I model my outlook on this matter after the pirate Henry Morgan who was hired by England to harass the Spanish as a privateer in the Caribbean, and was able to bring a small empire to its knees for a short time with just few ships and a lot of guts. That’s why the flag of the Overmanwarriors is a pirate flag tied to the traditional Tea Party flag of the Gladstone Flag “Don’t Tread on Me.” But we are not a Tea Party group. We are a group that hovers behind the Tea Party and our activity is not to study conservative principles but to undermine corrosive forces to our liberty actively with a vast network of infiltrators who are able to supply me with information to publish here at Overmanwarrior’s Wisdom.

The discussion in our meeting was preparedness, because the projected path that our country is on is one that is not healthy, or beneficial to long-term sustainability. So I have piracy in mind, not peaceful co-existence. The root for this idea comes from philosophy not law. And as of now, our action is rooted in information so that people can make good decisions when it comes time to vote. Some of the attendees at this particular meeting are people who have in the past been chased down by the IRS just because of their affiliation with liberty groups, or have been raked across the social coals and blamed for insanity because they refused to comply with a group consensus surrendering logic for peace. And of course many saw this happen first hand to me just this past week when words I said were taken and used as an attempt to remove me from the political arena, because they couldn’t beat me straight up.
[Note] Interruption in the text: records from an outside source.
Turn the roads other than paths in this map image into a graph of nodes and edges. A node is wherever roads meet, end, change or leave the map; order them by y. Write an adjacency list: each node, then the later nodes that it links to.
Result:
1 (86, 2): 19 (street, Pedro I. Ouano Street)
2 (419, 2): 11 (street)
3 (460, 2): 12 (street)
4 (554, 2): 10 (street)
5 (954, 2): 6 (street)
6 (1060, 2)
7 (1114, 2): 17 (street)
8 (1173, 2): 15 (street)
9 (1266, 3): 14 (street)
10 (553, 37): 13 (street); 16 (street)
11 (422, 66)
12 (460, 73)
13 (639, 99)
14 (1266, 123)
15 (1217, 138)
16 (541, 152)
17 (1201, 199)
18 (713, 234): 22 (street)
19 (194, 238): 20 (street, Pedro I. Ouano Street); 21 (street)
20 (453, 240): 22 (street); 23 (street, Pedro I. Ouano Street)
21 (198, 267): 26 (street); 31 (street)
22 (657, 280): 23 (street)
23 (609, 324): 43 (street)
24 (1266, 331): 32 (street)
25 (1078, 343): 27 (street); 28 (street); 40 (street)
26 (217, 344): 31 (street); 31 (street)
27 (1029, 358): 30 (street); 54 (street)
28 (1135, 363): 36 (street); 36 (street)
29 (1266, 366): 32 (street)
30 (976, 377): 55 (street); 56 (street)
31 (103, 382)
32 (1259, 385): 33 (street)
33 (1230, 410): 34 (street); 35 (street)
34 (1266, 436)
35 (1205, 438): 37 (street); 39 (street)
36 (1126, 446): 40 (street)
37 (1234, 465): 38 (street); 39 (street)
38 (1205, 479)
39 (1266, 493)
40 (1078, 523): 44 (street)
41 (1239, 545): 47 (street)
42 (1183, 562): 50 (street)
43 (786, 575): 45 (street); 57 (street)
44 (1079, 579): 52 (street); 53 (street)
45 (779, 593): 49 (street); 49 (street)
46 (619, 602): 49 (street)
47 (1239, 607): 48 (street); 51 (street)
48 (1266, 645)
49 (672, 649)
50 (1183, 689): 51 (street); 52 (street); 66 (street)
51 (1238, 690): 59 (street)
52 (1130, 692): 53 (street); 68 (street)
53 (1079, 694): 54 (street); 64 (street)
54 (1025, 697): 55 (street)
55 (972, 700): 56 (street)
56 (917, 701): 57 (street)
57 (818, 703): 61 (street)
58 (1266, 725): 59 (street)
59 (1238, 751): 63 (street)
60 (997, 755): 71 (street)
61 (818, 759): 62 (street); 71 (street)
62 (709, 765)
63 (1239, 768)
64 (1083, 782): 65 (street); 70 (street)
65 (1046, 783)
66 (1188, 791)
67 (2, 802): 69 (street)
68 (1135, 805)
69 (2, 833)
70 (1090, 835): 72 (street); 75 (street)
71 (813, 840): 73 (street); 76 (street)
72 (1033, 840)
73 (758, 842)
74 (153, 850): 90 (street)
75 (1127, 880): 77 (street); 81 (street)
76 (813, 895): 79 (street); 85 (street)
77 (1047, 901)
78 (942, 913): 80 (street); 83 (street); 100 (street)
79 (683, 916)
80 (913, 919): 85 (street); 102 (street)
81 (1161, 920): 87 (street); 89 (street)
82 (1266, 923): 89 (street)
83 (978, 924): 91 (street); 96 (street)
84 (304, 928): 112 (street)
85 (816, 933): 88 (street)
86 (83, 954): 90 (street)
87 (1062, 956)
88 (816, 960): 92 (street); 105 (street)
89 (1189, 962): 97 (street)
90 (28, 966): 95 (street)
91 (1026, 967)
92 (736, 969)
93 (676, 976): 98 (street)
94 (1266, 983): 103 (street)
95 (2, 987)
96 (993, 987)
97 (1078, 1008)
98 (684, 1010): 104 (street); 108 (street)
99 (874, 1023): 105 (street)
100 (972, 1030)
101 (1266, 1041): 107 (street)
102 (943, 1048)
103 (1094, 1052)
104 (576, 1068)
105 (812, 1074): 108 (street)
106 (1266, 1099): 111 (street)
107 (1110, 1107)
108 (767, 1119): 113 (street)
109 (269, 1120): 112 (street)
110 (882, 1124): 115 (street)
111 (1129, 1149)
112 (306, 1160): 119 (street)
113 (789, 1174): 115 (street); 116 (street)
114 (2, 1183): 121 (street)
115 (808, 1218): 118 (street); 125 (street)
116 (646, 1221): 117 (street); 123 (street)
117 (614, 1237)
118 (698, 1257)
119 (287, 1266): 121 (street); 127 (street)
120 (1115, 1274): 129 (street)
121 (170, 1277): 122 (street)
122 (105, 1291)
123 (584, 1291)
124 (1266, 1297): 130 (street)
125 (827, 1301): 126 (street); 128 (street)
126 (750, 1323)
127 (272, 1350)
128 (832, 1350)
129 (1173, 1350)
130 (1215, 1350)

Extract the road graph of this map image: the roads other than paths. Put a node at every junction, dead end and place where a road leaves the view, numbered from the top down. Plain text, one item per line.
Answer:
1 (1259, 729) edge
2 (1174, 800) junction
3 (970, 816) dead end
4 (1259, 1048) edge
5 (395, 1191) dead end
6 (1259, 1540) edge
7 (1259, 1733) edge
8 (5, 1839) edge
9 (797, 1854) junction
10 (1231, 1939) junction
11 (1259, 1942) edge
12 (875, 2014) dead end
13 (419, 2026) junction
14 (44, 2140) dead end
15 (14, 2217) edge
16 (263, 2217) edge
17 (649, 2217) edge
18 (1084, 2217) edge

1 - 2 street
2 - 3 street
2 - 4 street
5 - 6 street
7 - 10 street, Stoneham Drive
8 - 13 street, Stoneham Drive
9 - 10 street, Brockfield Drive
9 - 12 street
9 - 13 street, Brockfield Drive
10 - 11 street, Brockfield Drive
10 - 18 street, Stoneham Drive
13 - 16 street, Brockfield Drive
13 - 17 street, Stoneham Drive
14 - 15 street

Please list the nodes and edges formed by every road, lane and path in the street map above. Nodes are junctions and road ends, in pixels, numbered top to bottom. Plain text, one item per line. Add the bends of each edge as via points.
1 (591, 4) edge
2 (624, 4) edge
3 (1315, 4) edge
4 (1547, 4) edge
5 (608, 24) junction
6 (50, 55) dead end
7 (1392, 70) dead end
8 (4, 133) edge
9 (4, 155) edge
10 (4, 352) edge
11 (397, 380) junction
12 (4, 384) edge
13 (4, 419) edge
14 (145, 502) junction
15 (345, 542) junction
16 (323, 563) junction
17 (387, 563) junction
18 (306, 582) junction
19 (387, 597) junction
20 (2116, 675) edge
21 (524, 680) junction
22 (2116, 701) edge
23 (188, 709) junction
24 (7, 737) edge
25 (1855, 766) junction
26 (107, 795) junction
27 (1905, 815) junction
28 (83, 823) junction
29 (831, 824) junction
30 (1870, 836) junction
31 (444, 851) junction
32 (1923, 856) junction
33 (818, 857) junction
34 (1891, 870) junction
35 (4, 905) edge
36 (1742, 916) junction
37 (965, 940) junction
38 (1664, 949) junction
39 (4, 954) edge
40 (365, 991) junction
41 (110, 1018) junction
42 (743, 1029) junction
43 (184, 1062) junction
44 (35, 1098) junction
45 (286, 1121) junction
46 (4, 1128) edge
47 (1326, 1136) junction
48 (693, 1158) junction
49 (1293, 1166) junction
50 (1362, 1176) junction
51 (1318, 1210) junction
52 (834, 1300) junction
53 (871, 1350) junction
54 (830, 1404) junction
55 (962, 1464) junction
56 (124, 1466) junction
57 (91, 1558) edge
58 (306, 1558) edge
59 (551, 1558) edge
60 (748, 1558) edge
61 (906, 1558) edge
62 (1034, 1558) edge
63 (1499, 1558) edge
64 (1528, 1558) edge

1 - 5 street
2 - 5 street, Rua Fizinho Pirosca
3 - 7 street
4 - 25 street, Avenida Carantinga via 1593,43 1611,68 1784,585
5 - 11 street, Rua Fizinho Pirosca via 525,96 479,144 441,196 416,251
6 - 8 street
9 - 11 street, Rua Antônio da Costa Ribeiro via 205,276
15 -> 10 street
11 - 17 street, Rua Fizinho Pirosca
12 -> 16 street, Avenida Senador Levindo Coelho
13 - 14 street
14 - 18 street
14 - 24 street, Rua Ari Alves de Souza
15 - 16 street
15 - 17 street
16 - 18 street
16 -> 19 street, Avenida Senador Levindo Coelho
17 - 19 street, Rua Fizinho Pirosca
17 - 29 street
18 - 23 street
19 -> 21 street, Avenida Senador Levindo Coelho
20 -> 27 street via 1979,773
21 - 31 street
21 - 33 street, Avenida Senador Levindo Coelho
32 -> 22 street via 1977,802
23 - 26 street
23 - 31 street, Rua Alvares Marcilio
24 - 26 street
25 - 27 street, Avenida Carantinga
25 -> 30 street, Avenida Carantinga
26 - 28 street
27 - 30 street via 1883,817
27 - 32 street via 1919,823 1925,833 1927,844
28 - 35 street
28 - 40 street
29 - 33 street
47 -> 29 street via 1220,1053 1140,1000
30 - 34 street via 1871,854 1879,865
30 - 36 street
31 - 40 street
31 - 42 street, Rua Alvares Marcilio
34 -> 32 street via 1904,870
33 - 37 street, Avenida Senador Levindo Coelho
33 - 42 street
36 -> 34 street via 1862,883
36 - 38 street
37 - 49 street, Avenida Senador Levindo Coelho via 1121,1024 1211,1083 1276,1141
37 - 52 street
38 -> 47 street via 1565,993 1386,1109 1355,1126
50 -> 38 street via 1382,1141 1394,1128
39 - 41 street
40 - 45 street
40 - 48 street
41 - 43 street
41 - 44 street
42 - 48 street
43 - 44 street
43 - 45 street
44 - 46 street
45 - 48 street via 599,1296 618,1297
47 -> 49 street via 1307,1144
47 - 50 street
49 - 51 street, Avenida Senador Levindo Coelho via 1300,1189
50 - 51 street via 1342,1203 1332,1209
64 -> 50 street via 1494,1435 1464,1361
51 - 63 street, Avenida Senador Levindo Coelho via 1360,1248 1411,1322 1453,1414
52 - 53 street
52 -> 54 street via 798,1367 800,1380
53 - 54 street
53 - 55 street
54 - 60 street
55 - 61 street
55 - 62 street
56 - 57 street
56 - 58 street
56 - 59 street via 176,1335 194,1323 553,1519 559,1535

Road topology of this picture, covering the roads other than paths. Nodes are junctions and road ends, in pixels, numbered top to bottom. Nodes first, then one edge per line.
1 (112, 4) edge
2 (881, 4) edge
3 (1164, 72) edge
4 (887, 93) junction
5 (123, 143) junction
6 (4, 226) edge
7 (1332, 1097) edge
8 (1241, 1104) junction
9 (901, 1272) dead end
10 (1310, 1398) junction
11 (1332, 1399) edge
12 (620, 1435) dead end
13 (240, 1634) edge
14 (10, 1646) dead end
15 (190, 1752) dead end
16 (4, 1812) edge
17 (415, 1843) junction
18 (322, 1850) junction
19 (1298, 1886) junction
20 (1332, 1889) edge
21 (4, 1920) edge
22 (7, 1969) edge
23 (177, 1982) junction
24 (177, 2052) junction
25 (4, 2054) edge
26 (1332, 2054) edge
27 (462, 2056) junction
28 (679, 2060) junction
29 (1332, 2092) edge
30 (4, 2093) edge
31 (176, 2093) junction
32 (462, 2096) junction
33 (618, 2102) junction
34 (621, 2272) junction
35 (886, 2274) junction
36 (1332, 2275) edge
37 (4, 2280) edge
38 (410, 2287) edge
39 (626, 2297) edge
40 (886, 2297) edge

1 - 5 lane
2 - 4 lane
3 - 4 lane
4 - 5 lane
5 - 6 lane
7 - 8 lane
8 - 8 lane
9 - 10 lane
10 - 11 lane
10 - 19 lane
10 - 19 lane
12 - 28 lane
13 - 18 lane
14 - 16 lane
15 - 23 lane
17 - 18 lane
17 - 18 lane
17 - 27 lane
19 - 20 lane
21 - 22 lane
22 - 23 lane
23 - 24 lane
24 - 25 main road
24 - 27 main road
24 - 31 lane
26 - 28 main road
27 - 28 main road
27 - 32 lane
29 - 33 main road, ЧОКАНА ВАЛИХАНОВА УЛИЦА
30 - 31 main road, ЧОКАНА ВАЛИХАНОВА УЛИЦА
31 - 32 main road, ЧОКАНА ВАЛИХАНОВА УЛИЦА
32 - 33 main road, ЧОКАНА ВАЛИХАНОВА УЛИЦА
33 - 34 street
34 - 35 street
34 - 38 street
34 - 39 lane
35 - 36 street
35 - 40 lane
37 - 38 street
Case in point regarding my comments, if the voters decided that my words were too harsh, then so be it. I said them knowing full well the risk. However, the political machine showed its gears of influence and a grand show was put on in an attempt to wreck me in any fashion possible. This political machine desired to see me completely destroyed. In the old days we might call this a “hit” where a literal assassin would be called into action to remove the problem. These days it’s public relations firms who do the work, and it is an ignorant and cowardly public motivated by fear who listens intently.

This is how machine politics is able to diffuse the Tea Party movement, through defensive action, by calling them “tea baggers” and other derogatory names so to turn the public against them. Machine politics don’t kill like they used to with literal bullets from guns using actual hit men. They still do this on occasion, but only when the public relation hits don’t work.

And that is why this band of Overmanwarriors gathered on a Saturday afternoon, to discuss many of these topics and gain firm holding of our personal philosophies. I personally believe that it is philosophy that is more powerful than bullets, so advocating a philosophy of freedom is a very powerful weapon. It does what the assassins of public relations are doing, it allows for a bloody fight to rage on with counter measures the assassins are not equipped to handle. That is how we plan to fight, is through philosophy gradually bringing more and more members into our tent to help support the liberty groups with our reach, and willingness to punch the political establishment cleanly in the mouth. I personally reject the entire system that is built on concessions and favor a system that is built on logic and is prepared to fight on any ground necessary to have it. The preferred method is in the court of public opinion and the ability to vote.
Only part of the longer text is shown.